Сам посуди: коль предсказали боги
Отцу погибнуть от своих детей, -
Что ж обвинять меня? Все предрешилось,
Когда отец еще отцом мне не был,
Еще и мать не зачала!"
(1002-1012)
Мы должны согласиться с тем, что Эдип был всего лишь игрушкой
злонамеренного божественного промысла. А вот герой трагедии "Аякс" (того же
автора) погибает в результате безумья, насланного на него Афиной, но при
этом оказывается, что он сам, своей дерзостью, вызвал гнев богини:
"Аякс и в путь пускался безрассудным, -
Внять не хотел внушениям отца.
Тот говорил: "Сын, побеждай копьем,
Но только с божьей помощью..." - А сын
Ему ответил глупо, с хвастовством:
"И жалкий трус с богами одолеет:
А я завоевать надеюсь славу
И без богов!.." Так похвалялся он.
В другой же раз божественной Афине,
Когда она Аякса поощряла
Разить врагов кровавою рукой,
Ужасно он ответил, несказанно:
"Царица, стой за спинами других, -
Коль в сече я, так не прорвут нам строя!"

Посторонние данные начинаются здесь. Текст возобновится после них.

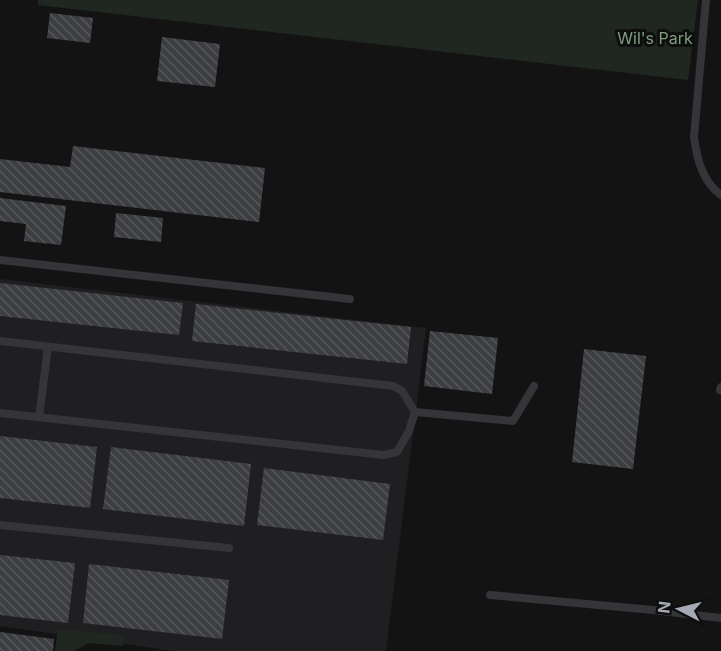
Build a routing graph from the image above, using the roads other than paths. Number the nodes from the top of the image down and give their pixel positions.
1 (706, 0) edge
2 (721, 195) edge
3 (0, 260) edge
4 (350, 298) dead end
5 (0, 341) edge
6 (48, 346) junction
7 (534, 386) dead end
8 (415, 412) junction
9 (0, 413) edge
10 (39, 417) junction
11 (0, 525) edge
12 (229, 549) dead end
13 (490, 595) dead end
14 (721, 618) edge

1 - 2 lane
3 - 4 lane
5 - 6 lane
6 - 8 lane
6 - 10 lane
7 - 8 lane
8 - 10 lane
9 - 10 lane
11 - 12 lane
13 - 14 lane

Тем вызвал он вражду и гнев богини...".
(781-796)
О взаимоотношениях людей с богами речь впереди. Здесь я только хотел
оттенить противоречие: Эдип убивает отца по воле богов, Аякс погибает - по
собственной вине. Быть может, для себя это противоречие греки разрешали в
простом предположении, что боги вмешиваются далеко не во все дела. Так что в
большинстве случаев люди могут поступать, как им заблагорассудится, но,
разумеется, должны остерегаться оскорбить и разгневать божество.
"А судьба, мойры?" - спросит придирчивый читатель. Действительно. Греки
верили, что все люди и даже сами боги подвластны таинственному и неумолимому
року. Веления рока знают только живущие на Олимпе богини судьбы - мойры.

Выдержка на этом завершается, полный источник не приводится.